"""

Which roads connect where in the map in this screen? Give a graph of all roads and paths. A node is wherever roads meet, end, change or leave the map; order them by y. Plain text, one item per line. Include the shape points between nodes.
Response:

"""
"""

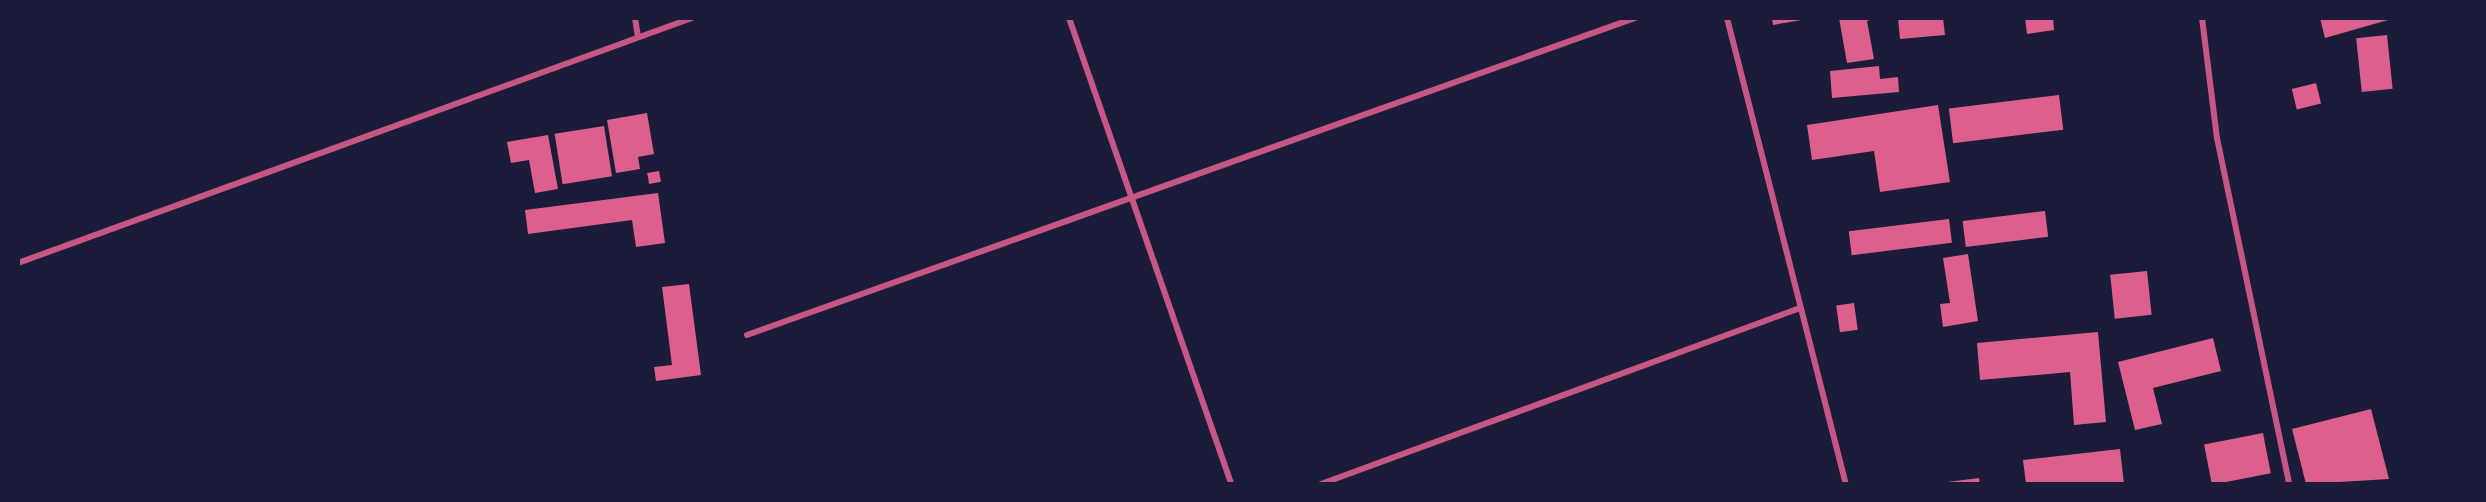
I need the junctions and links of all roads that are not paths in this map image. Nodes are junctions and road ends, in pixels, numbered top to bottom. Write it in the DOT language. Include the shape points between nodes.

"""

Copy each line containing the word "shape" from the data.

__SOLUTION__:
Which roads connect where in the map in this screen? Give a graph of all roads and paths. A node is wherever roads meet, end, change or leave the map; order them by y. Plain text, one item per line. Include the shape points between nodes.
I need the junctions and links of all roads that are not paths in this map image. Nodes are junctions and road ends, in pixels, numbered top to bottom. Write it in the DOT language. Include the shape points between nodes.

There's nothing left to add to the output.